Tuesday, February 1, 2011

Ex Libris Tuttle

When I first began buying books, the standard price for mass market paperbacks of recent fiction was 99 cents to $1.50.  And I'm not really that old. 

I still kind of think the correct price is $2.95 to $4.95, probably because that was the usual back when I worked in a bookstore in Chicago. 

Even so, the only time anyone ever heard me whine about the price of a book was when it involved outrageous college textbooks, and their planned obsolescence.  Until today.  But you'll have to read on, through my reviews of the latest additions to my library.
  • Stardust by Neil Gaiman - This is Gaiman's first conventional novel and was originally published in graphic novel form with illustrations by frequent collaborator Charles Vess. The simple story evokes the Victorian fairy tale, as young Tristram Thorn sets out to prove his love for his lady fair...by crossing the Wall into Fairie and retrieving a fallen star. But it turns out, unknown to himself, Tristram is half-Fairie himself, and also unknown to him, stars are living creatures in the land of Fairie--the one he seeks is a lovely maiden named Yvaine. The plot is further complicated by the fact that he is not the only one who seeks her: the Lilim, three hags, want her heart to give them youth and beauty, and remaining sons of Stormhold want her jewel for its power to rule the land of Fairie. It is a nice story, with likeable characters, some inventive ideas, and a satisfactory conclusion, but it doesn't compare to his other stuff I've read. Read this only if you want to say you've read Gaiman's complete oeuvre.
  • The Yiddish Policeman's Union by Michael Chabon - A highly imaginative "alternative history" novel in which Roosevelt allowed European Jews to settle in southern Alaska before WWII; also a noir detective story in which the dead body and the gumshoe appear on the first page.
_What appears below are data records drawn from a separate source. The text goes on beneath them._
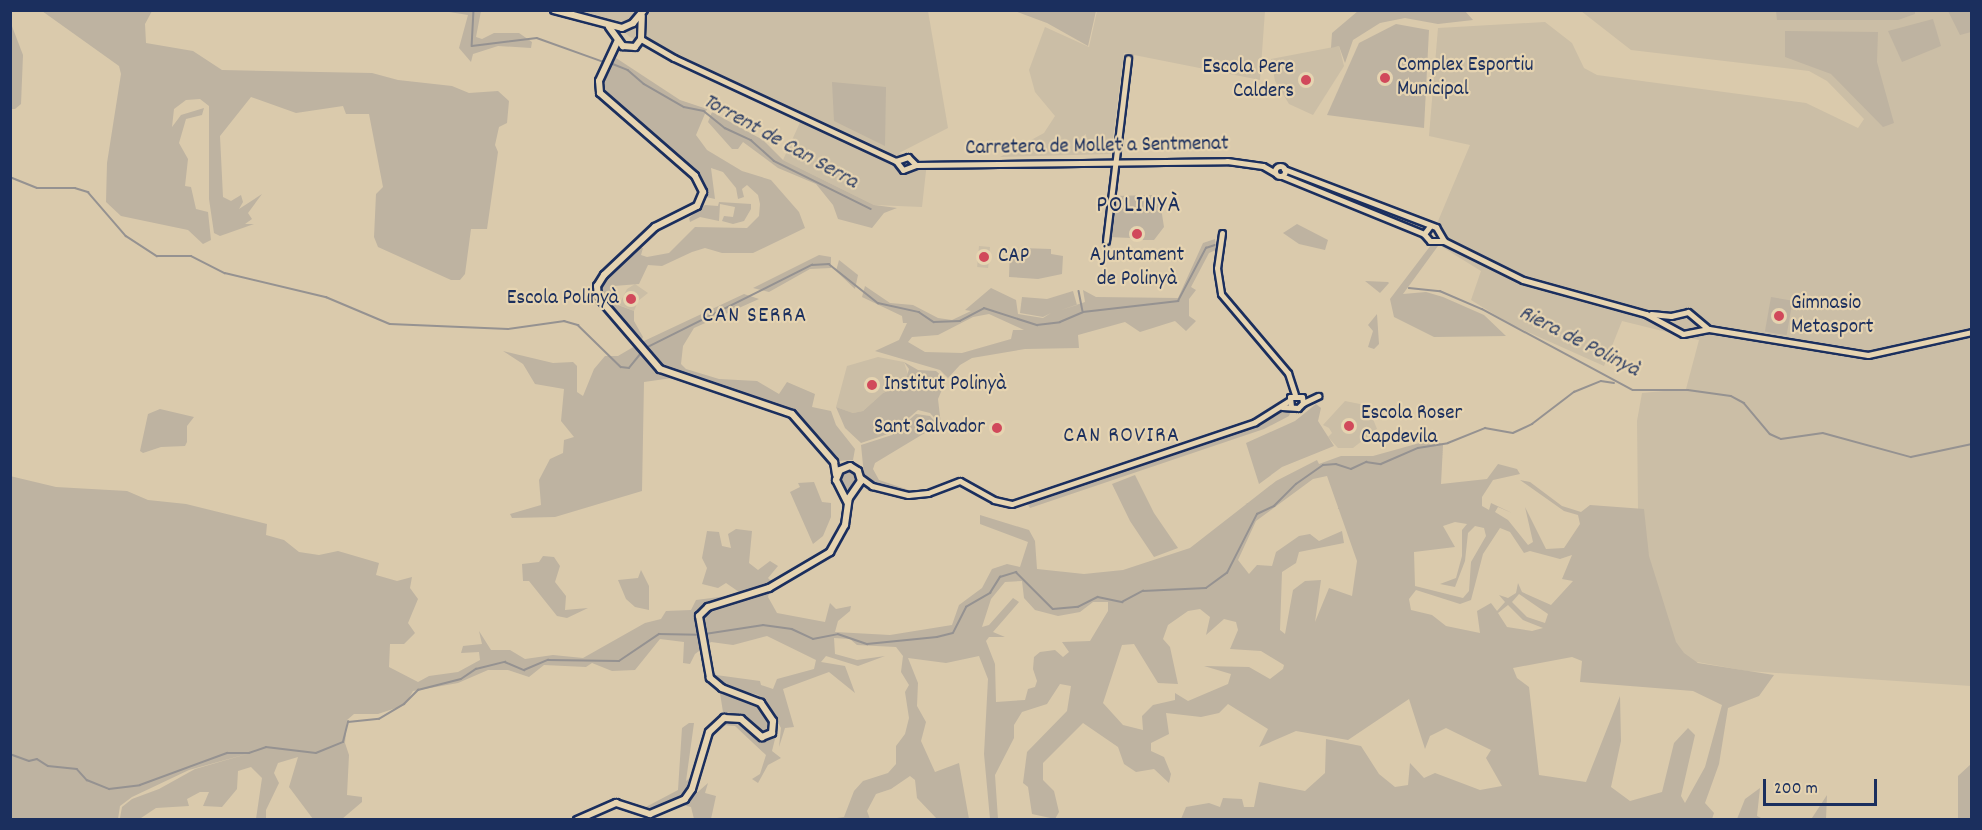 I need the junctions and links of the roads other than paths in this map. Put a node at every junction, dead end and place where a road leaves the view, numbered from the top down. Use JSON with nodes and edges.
{"nodes":[{"id":1,"x":554,"y":10,"type":"edge"},
{"id":2,"x":643,"y":11,"type":"edge"},
{"id":3,"x":626,"y":26,"type":"junction"},
{"id":4,"x":609,"y":27,"type":"junction"},
{"id":5,"x":639,"y":31,"type":"junction"},
{"id":6,"x":618,"y":38,"type":"junction"},
{"id":7,"x":641,"y":39,"type":"junction"},
{"id":8,"x":635,"y":47,"type":"junction"},
{"id":9,"x":650,"y":47,"type":"junction"},
{"id":10,"x":626,"y":48,"type":"junction"},
{"id":11,"x":612,"y":58,"type":"junction"},
{"id":12,"x":1128,"y":58,"type":"dead end"},
{"id":13,"x":898,"y":161,"type":"junction"},
{"id":14,"x":1114,"y":163,"type":"junction"},
{"id":15,"x":913,"y":165,"type":"junction"},
{"id":16,"x":1284,"y":169,"type":"junction"},
{"id":17,"x":1273,"y":170,"type":"junction"},
{"id":18,"x":1282,"y":176,"type":"junction"},
{"id":19,"x":1430,"y":226,"type":"junction"},
{"id":20,"x":1222,"y":232,"type":"dead end"},
{"id":21,"x":1424,"y":234,"type":"junction"},
{"id":22,"x":1438,"y":237,"type":"junction"},
{"id":23,"x":1106,"y":241,"type":"dead end"},
{"id":24,"x":1646,"y":314,"type":"junction"},
{"id":25,"x":1677,"y":316,"type":"junction"},
{"id":26,"x":1696,"y":321,"type":"junction"},
{"id":27,"x":1675,"y":328,"type":"junction"},
{"id":28,"x":1709,"y":329,"type":"junction"},
{"id":29,"x":1694,"y":330,"type":"junction"},
{"id":30,"x":1971,"y":332,"type":"edge"},
{"id":31,"x":1295,"y":394,"type":"junction"},
{"id":32,"x":1290,"y":404,"type":"junction"},
{"id":33,"x":834,"y":462,"type":"junction"},
{"id":34,"x":845,"y":467,"type":"junction"},
{"id":35,"x":836,"y":475,"type":"junction"},
{"id":36,"x":861,"y":478,"type":"junction"},
{"id":37,"x":872,"y":486,"type":"junction"},
{"id":38,"x":856,"y":489,"type":"junction"},
{"id":39,"x":841,"y":490,"type":"junction"},
{"id":40,"x":848,"y":502,"type":"junction"},
{"id":41,"x":577,"y":819,"type":"edge"}],
"edges":[{"from":1,"to":4,"type":"main road"},
{"from":2,"to":3,"type":"main road"},
{"from":2,"to":5,"type":"main road"},
{"from":3,"to":4,"type":"main road"},
{"from":3,"to":5,"type":"main road"},
{"from":3,"to":6,"type":"main road"},
{"from":4,"to":6,"type":"main road"},
{"from":5,"to":7,"type":"main road"},
{"from":6,"to":10,"type":"main road"},
{"from":6,"to":11,"type":"main road"},
{"from":7,"to":8,"type":"main road"},
{"from":7,"to":9,"type":"street"},
{"from":8,"to":9,"type":"street"},
{"from":8,"to":10,"type":"main road"},
{"from":9,"to":13,"type":"street","name":"Carretera de Mollet a Sentmenat"},
{"from":10,"to":11,"type":"main road"},
{"from":11,"to":33,"type":"main road"},
{"from":12,"to":14,"type":"street"},
{"from":13,"to":15,"type":"street","name":"Carretera de Mollet a Sentmenat"},
{"from":13,"to":15,"type":"street","name":"Carretera de Mollet a Sentmenat"},
{"from":14,"to":15,"type":"street","name":"Carretera de Mollet a Sentmenat"},
{"from":14,"to":17,"type":"street","name":"Carretera de Mollet a Sentmenat"},
{"from":14,"to":23,"type":"street"},
{"from":16,"to":17,"type":"street","name":"Carretera de Mollet a Sentmenat"},
{"from":16,"to":18,"type":"street"},
{"from":16,"to":19,"type":"street","name":"Carretera de Mollet a Sentmenat"},
{"from":17,"to":18,"type":"street","name":"Carretera de Mollet a Sentmenat"},
{"from":18,"to":21,"type":"street","name":"Carretera de Mollet a Sentmenat"},
{"from":19,"to":21,"type":"street"},
{"from":19,"to":22,"type":"street","name":"Carretera de Mollet a Sentmenat"},
{"from":20,"to":31,"type":"street"},
{"from":21,"to":22,"type":"street","name":"Carretera de Mollet a Sentmenat"},
{"from":22,"to":24,"type":"street"},
{"from":24,"to":25,"type":"street"},
{"from":24,"to":27,"type":"street"},
{"from":25,"to":26,"type":"street"},
{"from":25,"to":27,"type":"street"},
{"from":26,"to":28,"type":"street"},
{"from":26,"to":29,"type":"street"},
{"from":27,"to":29,"type":"street"},
{"from":28,"to":29,"type":"street"},
{"from":28,"to":30,"type":"street"},
{"from":31,"to":32,"type":"street"},
{"from":31,"to":32,"type":"street"},
{"from":32,"to":37,"type":"street"},
{"from":33,"to":34,"type":"main road"},
{"from":33,"to":35,"type":"main road"},
{"from":34,"to":35,"type":"main road"},
{"from":34,"to":36,"type":"main road"},
{"from":35,"to":39,"type":"main road"},
{"from":36,"to":37,"type":"street"},
{"from":36,"to":38,"type":"main road"},
{"from":37,"to":38,"type":"street"},
{"from":38,"to":39,"type":"main road"},
{"from":38,"to":40,"type":"main road"},
{"from":39,"to":40,"type":"main road"},
{"from":40,"to":41,"type":"main road"}]}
What follows is a wonderfully-written, surreal tale in which washed-up Hebrew detective Meyer Landsman pursues the killers of a gay Rabbi's son who is the "potential Messiah", through a landscape of Yiddish chess masters, a Hebrew drug rehab center on Indian lands, and the frozen wasteland around Sitka, Alaska, home of the 1977 World's Fair. It's hard to say more about this book without giving something away, but it is an amazing read.
  • 
    Denis Diderot, by Jean-Honore Fragonard
    
  • Jacques the Fatalist by Denis Diderot - Not a depressing book, as the title might suggest. A fatalist here is a man who believe in Fate, that all events and episodes are written in the Great Book above. Jacques and his Master are traveling through the countryside of eighteenth century France as they share the tales of their love-lives--or at least try to, since Fate always seems to step in to prevent anyone's story from reaching its climax. Sometimes Fate is in the form of something that happens along the way, sometimes it is the narrator himself. Frequently breaking the "fourth wall", Diderot has some fun playing with the conventions of the novel form, even in the time when those conventions are still being developed. It does get a bit tedious at times--"Alright Denis, yes, you could make happen whatever you want, you're the novelist; now, tell us what you decided to have happen and get on with it." Don't worry though, by the end, everything gets wrapped up quite tidily--the real value of this book is not in plotting, but the sly commentary on social norms and the human condition, the ruminations on the nature of existence. If I've made it sound like Diderot was one of those French philosophers of the Enlightenment, that's because he was.
  • The One Minute Teacher by Spencer and Constance Johnson - At 16,500 W, this book was quite expensive for its slender 98 pages, and therefore I wish I could say each page was packed with incredible ideas and useful information. Unfortunately, it is a load of bottom water, the most insipid drivel imaginable, and totally useless for any real world teacher. It starts out in the right direction, observing that teachers are most effective when they teach their students how to learn, rather than serving as a font of information. After that, however, it's all about this scheme (which I suppose is cribbed from the Johnsons' other dozen or so "One Minute" books, about setting One Minute Goals, giving yourself One Minute Praisings when you take steps to achieve them, and giving yourself a One Minute Recovery when you go the wrong way. How they got 98 pages out of this twaddle is a mystery, until you realize that quite a few pages are nothing but an epigram all to itself, like:
    I Can Teach Myself
    What I Want to Learn
    More Easily

    By Taking One Minute
    To Catch Myself
    Doing Something Right.
    What a rip-off!  I realize I can appear to be an old curmudgeon, but I am actually a positive thinker in the classroom, who tries to instill self-confidence in his students, etc, etc. But this book is the kind of feel-good crap that has no place in the teacher's professional library. Unless there is a table with one leg too short.

2 comments:

조안나 said...

I really loved the concept of Stardust but for me the novel was a little dry and dull, if I recall correctly (I read it about 5 years ago). The characters weren't really developed enough for me to fall in love with them. There was a movie that was quite good and gave some of the characters more personality and likability. Usually I hate movie renditions of books, but this one was worth it for me.

Tuttle said...

Books and movies, of course, speak different languages and can be hard to compare. I suspect it's harder to make a novel into a movie than vice versa, since as you point out, the filmed version usually isn't nearly as good. Movies like The Godfather are definitely the exception.